*** Records to process ***

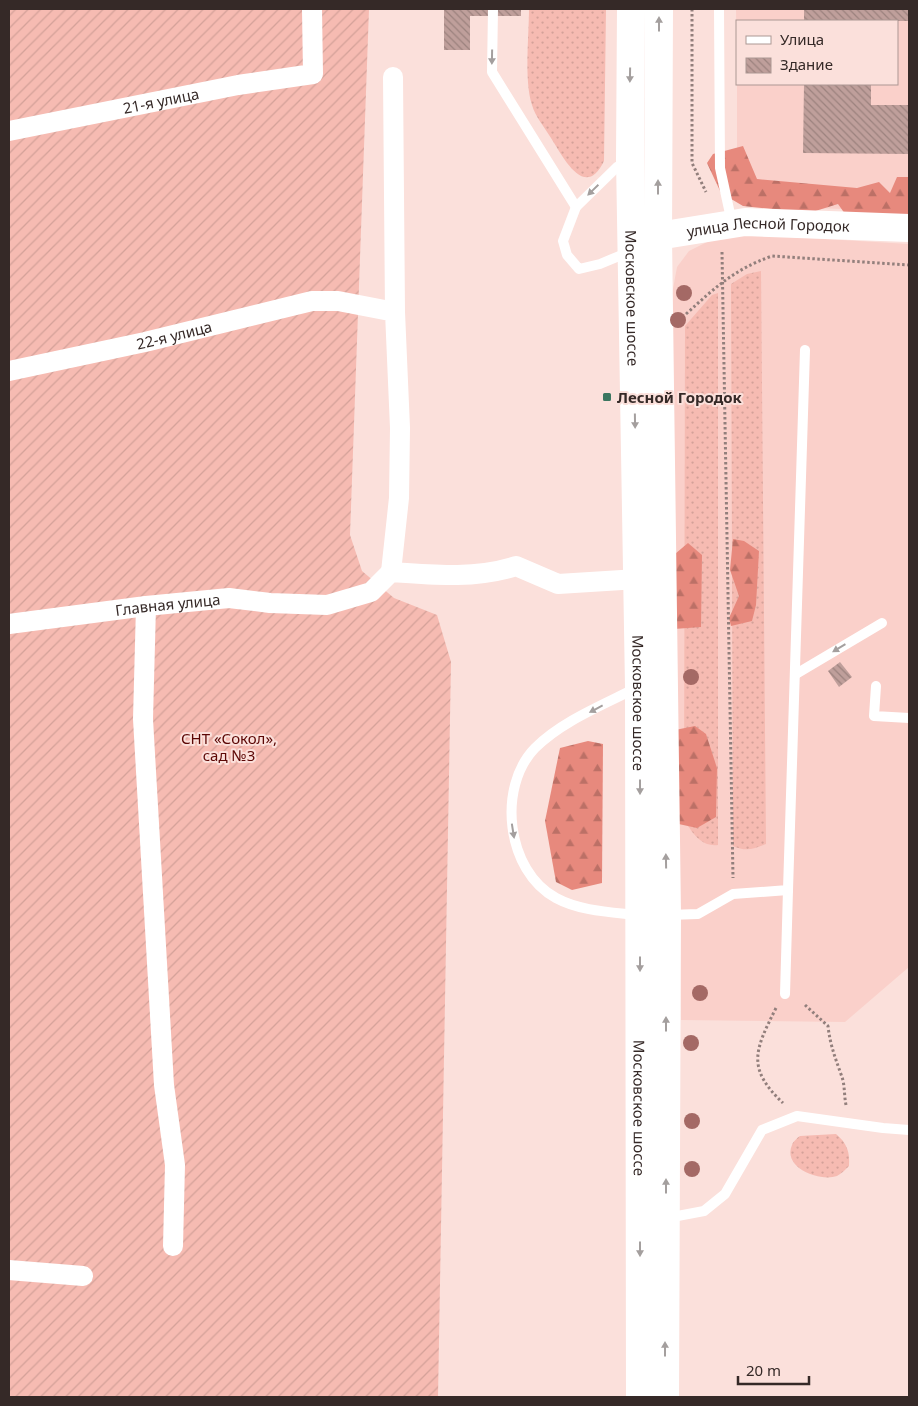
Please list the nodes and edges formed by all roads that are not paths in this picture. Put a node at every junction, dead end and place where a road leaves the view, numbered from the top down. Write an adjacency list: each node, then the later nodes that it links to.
1 (312, 9): 7 (street, 21-я улица)
2 (494, 9): 9 (lane, one-way to 9)
3 (631, 9): 8 (main road, Московское шоссе, one-way to 8)
4 (658, 9): 12 (main road, Московское шоссе, one-way to 4)
5 (720, 9): 10 (lane)
6 (393, 77): 14 (street)
7 (9, 131)
8 (630, 159): 9 (lane, one-way to 9); 13 (main road, Московское шоссе)
9 (576, 207): 13 (lane)
10 (727, 224): 11 (main road, улица Лесной Городок); 12 (main road, улица Лесной Городок)
11 (909, 228)
12 (658, 236): 13 (main road, улица Лесной Городок); 28 (main road, Московское шоссе, one-way to 12)
13 (632, 250): 18 (main road, Московское шоссе, one-way to 18)
14 (395, 312): 16 (street, 22-я улица); 17 (street)
15 (806, 350): 22 (lane)
16 (9, 371)
17 (391, 572): 18 (street); 19 (street, Главная улица)
18 (638, 579): 23 (main road, Московское шоссе)
19 (146, 606): 21 (street, Главная улица); 32 (street)
20 (882, 623): 22 (lane, one-way to 22)
21 (9, 624)
22 (796, 674): 26 (lane)
23 (639, 686): 27 (main road, Московское шоссе, one-way to 27); 27 (lane, one-way to 27)
24 (876, 686): 25 (lane)
25 (909, 718)
26 (788, 890): 28 (lane); 29 (lane)
27 (640, 915): 28 (main road); 35 (main road, Московское шоссе, one-way to 35)
28 (667, 915): 31 (main road, Московское шоссе, one-way to 28)
29 (785, 994)
30 (909, 1130): 31 (lane)
31 (666, 1218): 36 (main road, Московское шоссе, one-way to 31)
32 (173, 1246)
33 (9, 1270): 34 (street)
34 (83, 1276)
35 (640, 1397)
36 (665, 1397)

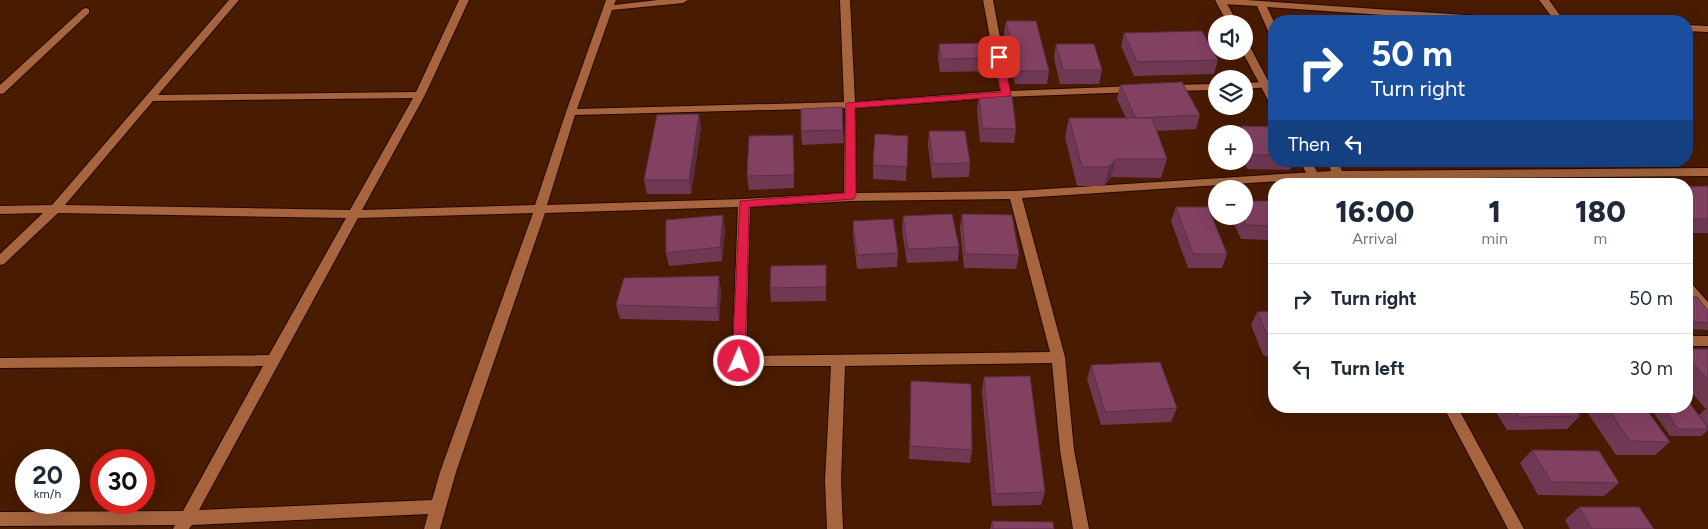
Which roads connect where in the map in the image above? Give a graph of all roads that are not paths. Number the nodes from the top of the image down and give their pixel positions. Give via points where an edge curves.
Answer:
1 (234, 0) edge
2 (464, 0) edge
3 (683, 0) edge
4 (845, 0) edge
5 (988, 0) edge
6 (1220, 0) edge
7 (1544, 0) edge
8 (610, 4) edge
9 (1261, 4) junction
10 (86, 11) dead end
11 (1228, 15) edge
12 (1421, 15) edge
13 (1555, 15) edge
14 (1268, 20) edge
15 (1693, 28) edge
16 (1708, 29) edge
17 (1252, 60) edge
18 (1265, 85) junction
19 (1253, 86) edge
20 (1208, 87) edge
21 (0, 91) edge
22 (1268, 91) edge
23 (1006, 94) junction
24 (420, 95) junction
25 (150, 98) junction
26 (850, 105) junction
27 (571, 112) junction
28 (1308, 167) edge
29 (1335, 167) edge
30 (1681, 167) edge
31 (1685, 172) junction
32 (1708, 172) edge
33 (1338, 174) junction
34 (1587, 174) junction
35 (1314, 178) edge
36 (1320, 178) edge
37 (1590, 178) edge
38 (1268, 182) edge
39 (1015, 195) junction
40 (850, 196) junction
41 (744, 203) junction
42 (55, 209) junction
43 (0, 210) edge
44 (540, 210) junction
45 (354, 214) junction
46 (0, 261) edge
47 (1693, 294) edge
48 (1708, 311) edge
49 (1693, 341) edge
50 (1708, 341) edge
51 (1058, 357) junction
52 (273, 360) junction
53 (838, 361) junction
54 (0, 363) edge
55 (1454, 413) edge
56 (438, 507) junction
57 (0, 519) edge
58 (50, 524) edge
59 (184, 524) edge
60 (432, 529) edge
61 (834, 529) edge
62 (1080, 529) edge
63 (1516, 529) edge

1 - 25 street
2 - 24 street
3 - 8 street
4 - 26 street
5 - 23 street
6 - 9 street
6 - 11 street
7 - 13 street
8 - 27 street
9 - 12 street
9 - 14 street
10 - 21 street
15 - 16 street
17 - 18 street
18 - 19 street
18 - 22 street
20 - 23 street
23 - 26 street
24 - 25 street
24 - 45 street
25 - 42 street
26 - 27 street
26 - 40 street
27 - 44 street
28 - 35 street
29 - 33 street
30 - 31 street
31 - 32 street
31 - 34 street
33 - 34 street
33 - 36 street
34 - 37 street
38 - 39 street
39 - 40 street
39 - 51 street
40 - 41 street
41 - 44 street
41 - 53 street via 739,361
42 - 43 street
42 - 45 street
42 - 46 street
44 - 45 street
44 - 56 street
45 - 52 street
47 - 48 street
49 - 50 street
51 - 53 street
51 - 62 street via 1067,450
52 - 54 street
52 - 59 street
53 - 61 street
55 - 63 street
56 - 59 street
56 - 60 street
57 - 58 street
58 - 59 street

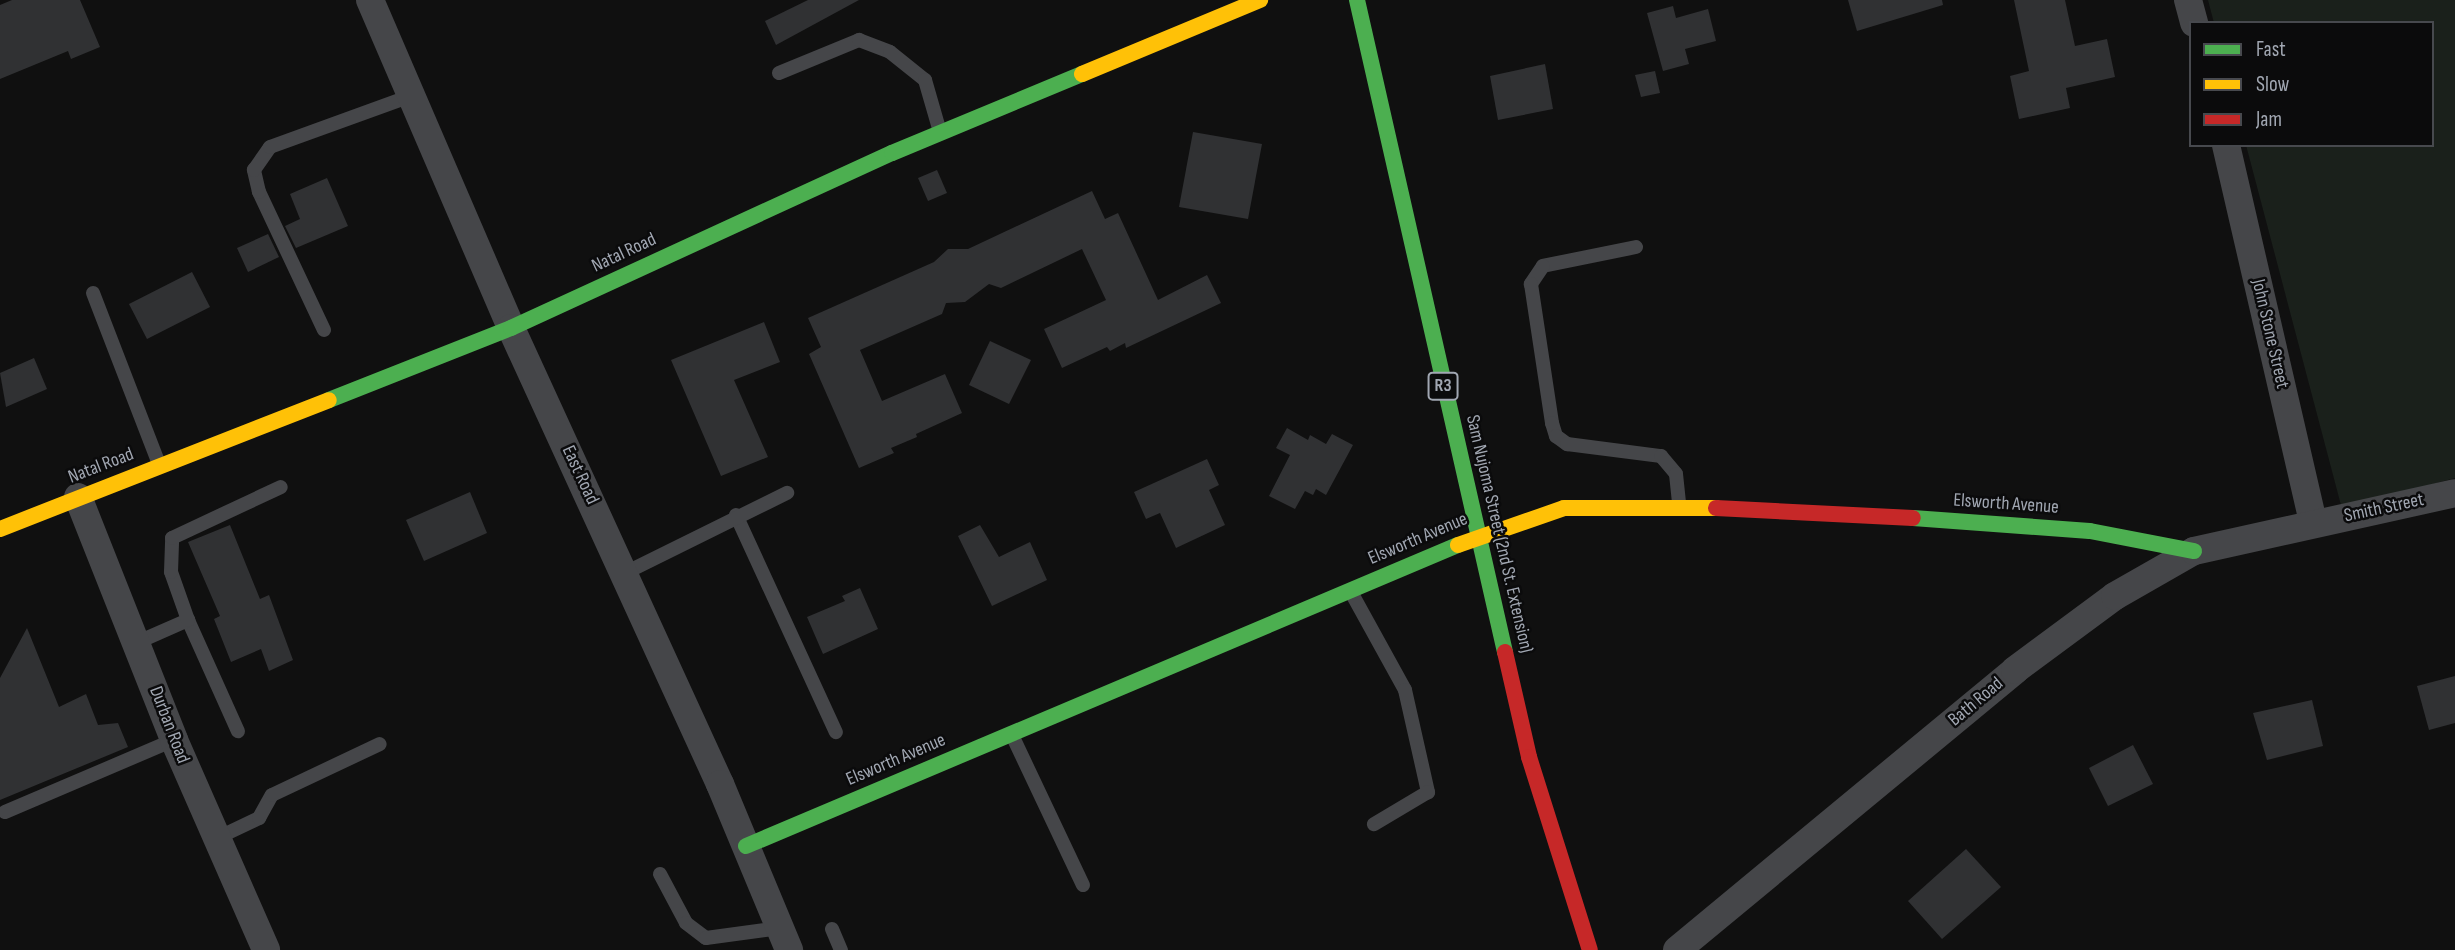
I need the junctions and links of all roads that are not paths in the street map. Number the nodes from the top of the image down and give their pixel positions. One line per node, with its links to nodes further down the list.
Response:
1 (370, 0): 7 (street, East Road)
2 (1261, 0): 8 (main road, Natal Road)
3 (1357, 0): 23 (main road, Sam Nujoma Street (2nd St. Extension) / R3)
4 (2188, 0): 5 (street)
5 (2193, 21)
6 (779, 73): 8 (lane)
7 (411, 96): 12 (street, East Road); 13 (lane)
8 (940, 133): 12 (main road, Natal Road)
9 (2226, 147): 21 (street, John Stone Street)
10 (1636, 247): 19 (lane)
11 (93, 293): 14 (lane)
12 (512, 328): 14 (main road, Natal Road); 25 (street, East Road)
13 (324, 330)
14 (160, 466): 18 (main road, Natal Road)
15 (281, 487): 27 (lane)
16 (787, 493): 20 (lane)
17 (2455, 493): 21 (street, Smith Street)
18 (78, 497): 22 (main road, Natal Road); 28 (street, Durban Road)
19 (1679, 506): 23 (main road, Elsworth Avenue); 24 (main road, Elsworth Avenue)
20 (736, 515): 25 (lane); 30 (lane)
21 (2314, 522): 24 (street, Bath Road)
22 (0, 529)
23 (1477, 537): 26 (main road, Elsworth Avenue); 44 (main road, Sam Nujoma Street (2nd St. Extension) / R3)
24 (2194, 551): 45 (street, Bath Road)
25 (625, 573): 37 (street, East Road)
26 (1350, 590): 31 (main road, Elsworth Avenue); 35 (lane)
27 (188, 620): 28 (lane); 29 (lane)
28 (138, 642): 32 (street, Durban Road)
29 (238, 731)
30 (835, 732)
31 (1011, 734): 37 (main road, Elsworth Avenue); 39 (lane)
32 (174, 740): 34 (lane); 36 (street, Durban Road)
33 (380, 744): 36 (lane)
34 (5, 812)
35 (1374, 824)
36 (215, 839): 42 (street, Durban Road)
37 (746, 846): 41 (street, East Road)
38 (660, 874): 41 (lane)
39 (1083, 885)
40 (832, 929): 43 (lane)
41 (785, 939)
42 (266, 950)
43 (841, 950)
44 (1591, 950)
45 (1677, 950)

***

**What the task asks:** Copy every line in the data above that has the string "positions" in it.

**Written answer:**
Which roads connect where in the map in the image above? Give a graph of all roads that are not paths. Number the nodes from the top of the image down and give their pixel positions. Give via points where an edge curves.
I need the junctions and links of all roads that are not paths in the street map. Number the nodes from the top of the image down and give their pixel positions. One line per node, with its links to nodes further down the list.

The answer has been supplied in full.